Boydstone Road, Eastwood, Glasgow, Renfrewshire

Standing Stone (destroyed):  OS Grid Reference – NS 540 607

Also Known as:

  1. Canmore ID 44370 
  2. Kennishead

Archaeology & History

There is very little known of this once proud standing stone, said by one writer to have been about 12 feet long: six-feet of it in the ground and the other six-feet above ground.  A decent monolith by anyone’s standard!  But some dickheads forty years or more ago thought it a good idea to destroy the site, or as it was diplomatically put, “was removed in advance of road widening.”  Vandalism no less – though it’s demise was recorded by the Department of the Environment  “on behalf of the Inspectorate of Ancient Monuments.” (DES, 1973)

A local journalist called Andrew McCallum described the site in his unpublished manuscript on the history of the parish of Mansewood, telling it to be near Cowglen:

“near Boydstone Road, midway between Kennishead and Barrhead Road.  6 feet above the ground, and at least as many below.  Age and purpose are unknown.”

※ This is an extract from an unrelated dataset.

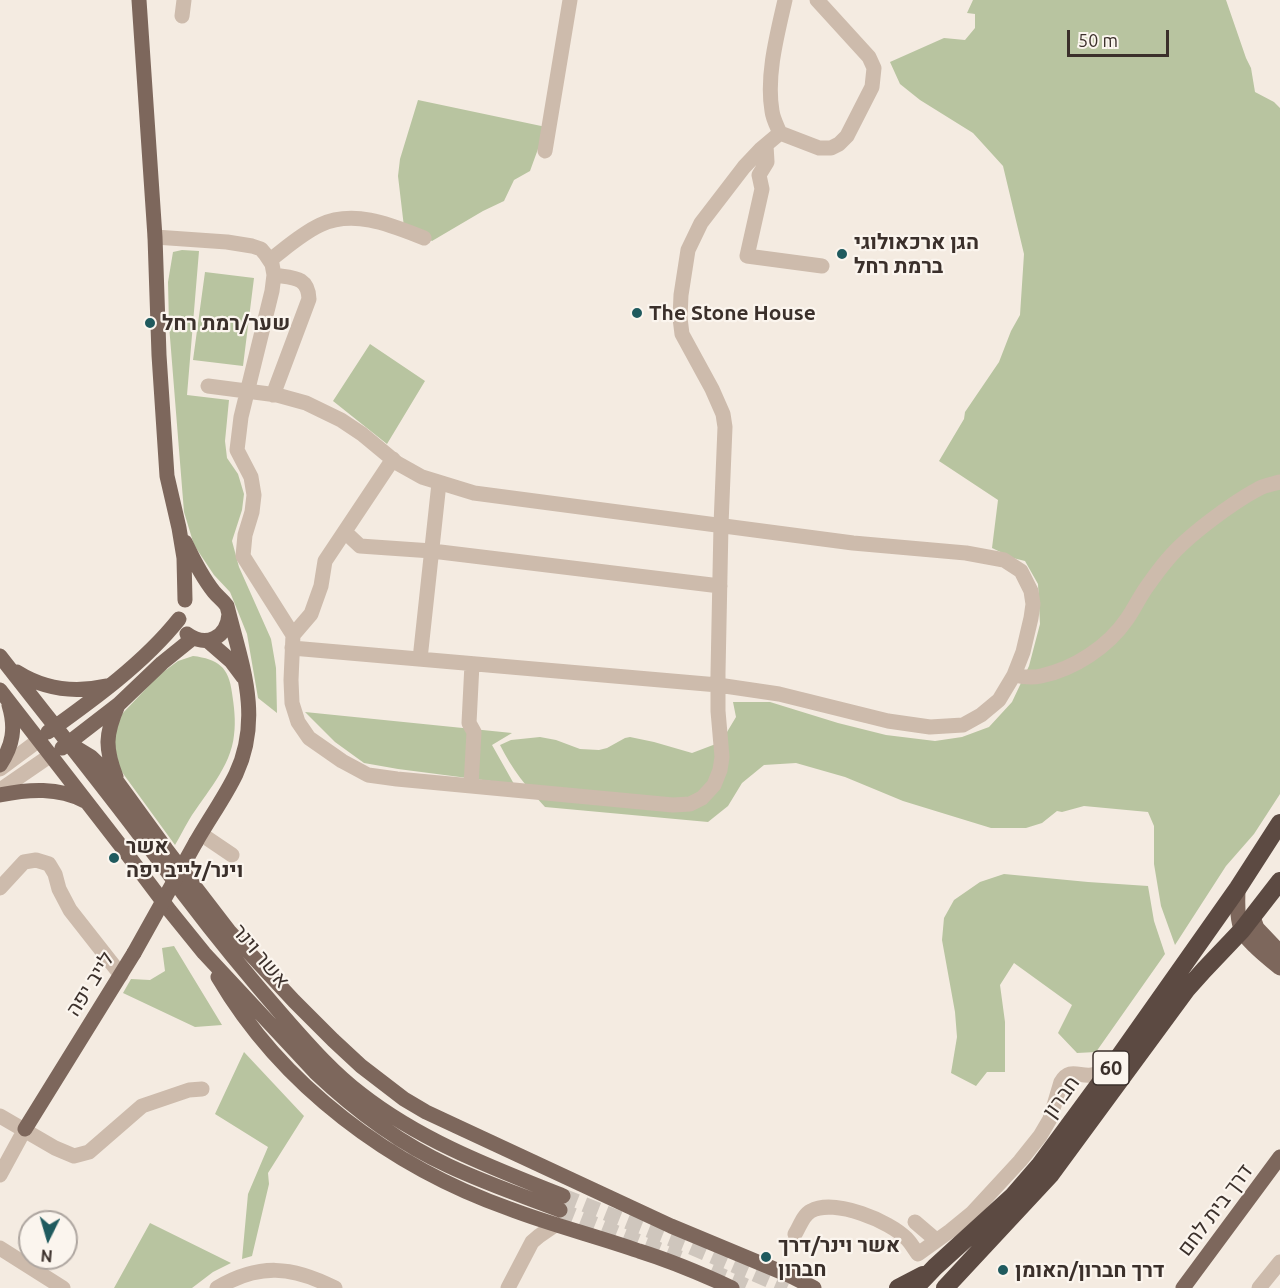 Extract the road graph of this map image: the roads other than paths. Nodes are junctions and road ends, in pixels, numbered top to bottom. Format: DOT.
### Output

Some thirty years later, Miss Adamson (1973) told us that,

“The straight-sided block had its base set on yellow sandstone. Immediately above the bedrock small stones and earth had been packed against the W and N faces of the standing stone. On top of the packing were two boulders set at right angles to wedge the sides of the stone. No burials or cremations were found.”

Though on this latter remark we have to consider the possibility that the standing stone may once have accompanied a burial, as the nearby place-name ‘Carnwadric’ indicates a cairn, or burial site.  A field-name survey of the immediate region may prove valuable.

References:

  1. Adamson, H., “Glasgow: Boydstone Road – Standing Stone,” in Discovery & Excavation in Scotland, 1973.